Van Peebles' movie doesn't entirely sidestep Hollywood cliche-mongering. Both conservatives and liberals went ballistic over Panther's historical inaccuracies, but those aren't nearly as bothersome as its errors in tone. The Panthers were a lot of things -- incendiary, sometimes brutal, sometimes brilliant, sometimes fatally wrongheaded -- but they were never cornball. Panther doesn't so much romanticize the party as sentimentalize it. The movie often fails to meet the challenge of its subject, falling back on historical-epic commonplaces -- a '60s-a-matic soundtrack, stock characterizations, too obviously expository dialogue. There are too many moments when it stays afloat by dint of its fierce conviction and nothing more.
Tales From the Hood is equally fierce, and not just in its conviction. It's an in-your-face hoot. By turns a genre homage, a genre parody, a felt polemic, and a nasty goof, the film has an anthology structure that does double duty, enabling Cundieff to salute the multistory horror movies his generation grew up watching (1972's Tales From the Crypt and Asylum) and go nuts stylistically. The framing device concerns three young drug dealers who go to a funeral parlor to make a pickup but are instead treated to the tale-telling of a giddy mortician (Clarence Williams III). The stories meld comic-book mayhem with potent parables of race and class as opposed to old-fashioned, cautionary horror tales. Cundieff's just updating the agenda. In the meantime, he has distasteful fun -- Hood is as gory, and as scary, as any of its forebears. Not to mention funnier and more resonant.

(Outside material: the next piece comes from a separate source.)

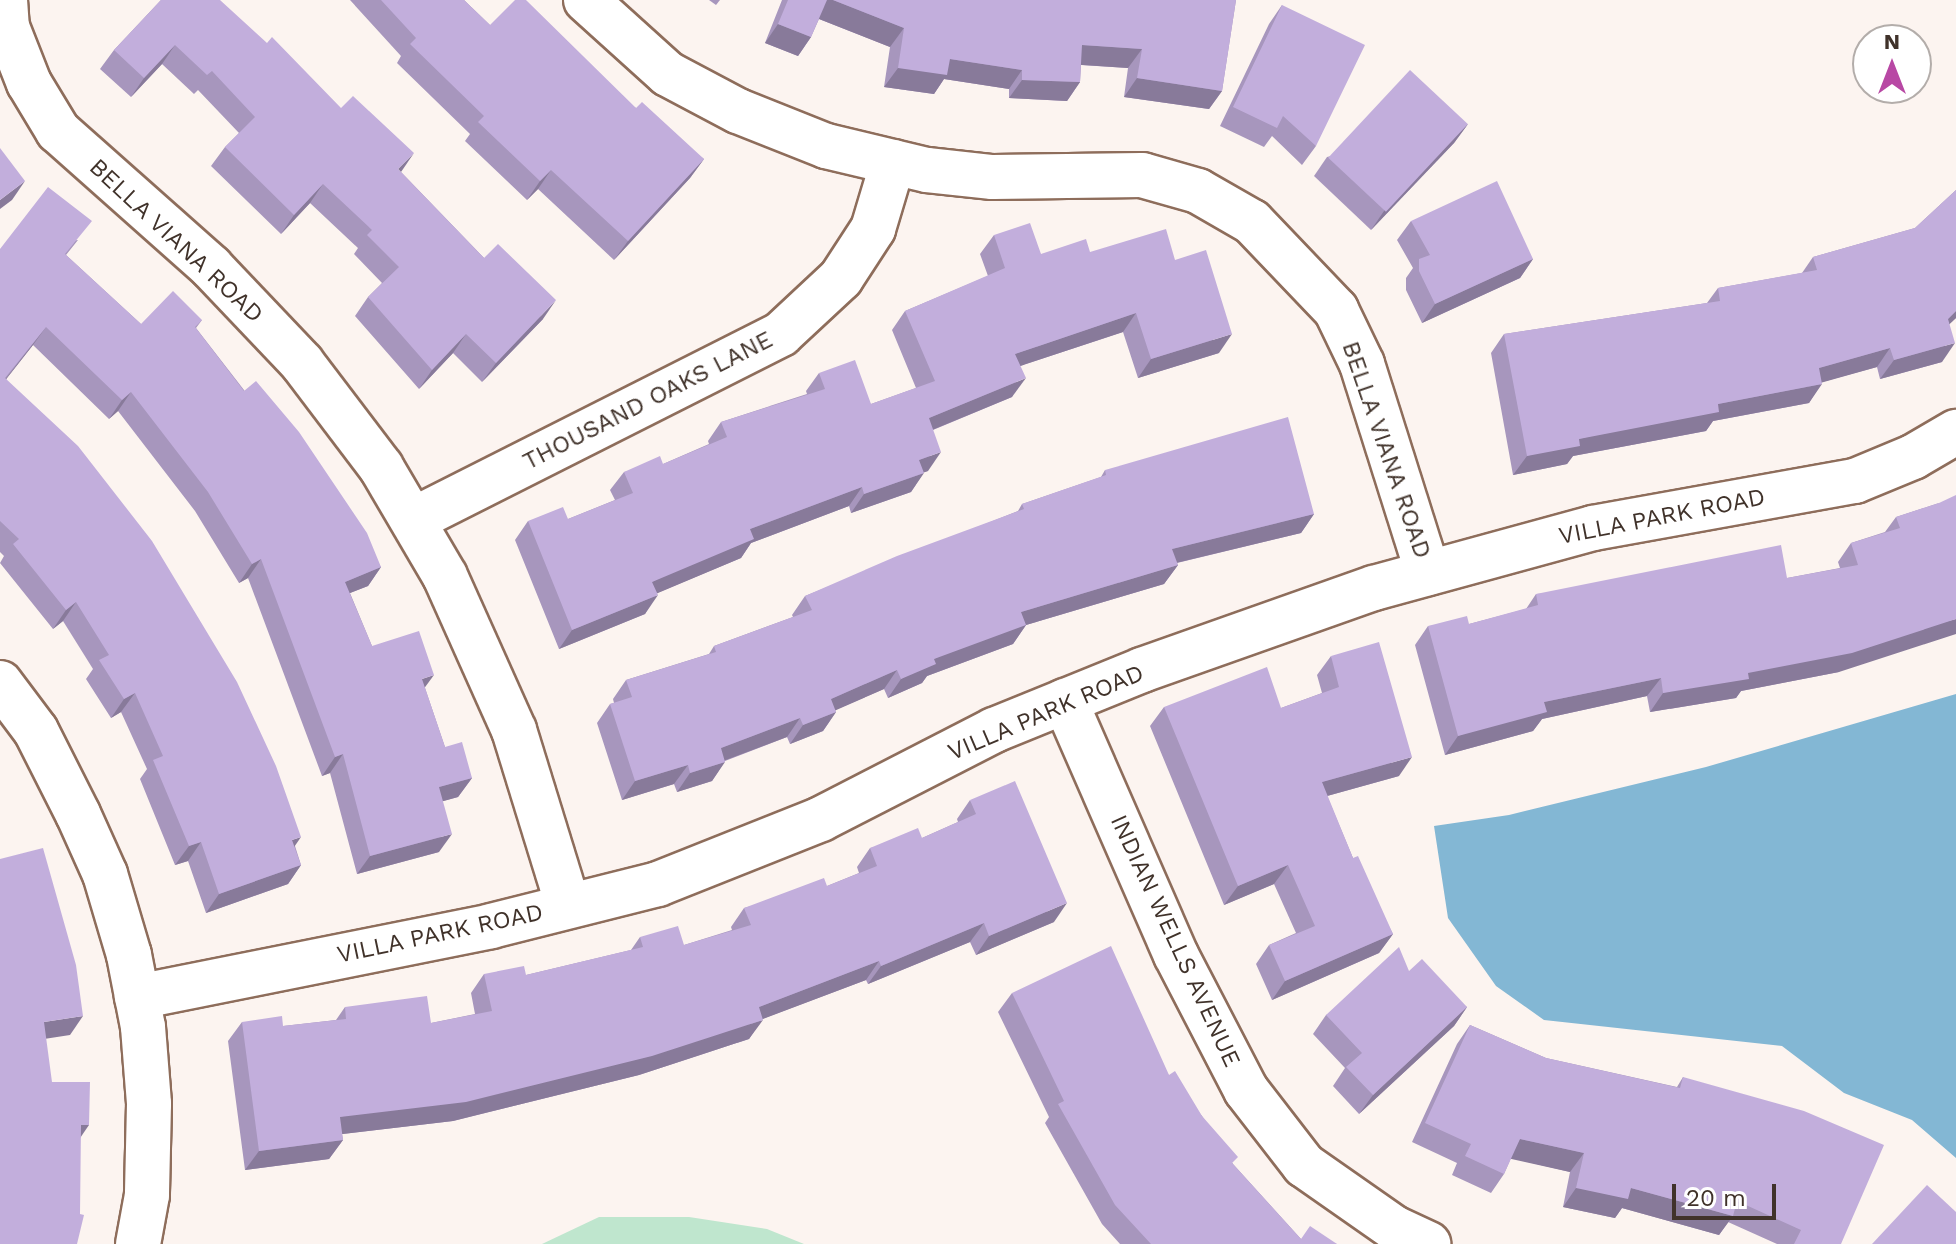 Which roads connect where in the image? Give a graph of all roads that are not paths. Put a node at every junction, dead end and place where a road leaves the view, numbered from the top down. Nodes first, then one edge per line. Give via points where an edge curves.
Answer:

Friday hits home in ways that are more peculiar and more problematic. Rapper-actor Ice Cube, who usually portrays tough guys, here plays Craig, an amiable ne'er-do-well. The comedy mainly consists of Craig sitting on his porch with his reefer-loving pal Smokey (Chris Tucker), commenting on life in South Central -- Clerks in the Hood, you could say -- only Craig's lost his job and Smokey's heading for trouble. Despite its mostly relaxed vibe, Friday doesn't turn a blind eye to the darker side of urban life; in fact, it builds gags around it. A drive-by shooting as slapstick may seem disturbing, but cowriters Cube and DJ Pooh and director F. Gary Gray (who directed TLC's ''Waterfalls'' video) are employing the same license white artists have enjoyed for decades. Besides, much of what they come up with is genuinely hilarious.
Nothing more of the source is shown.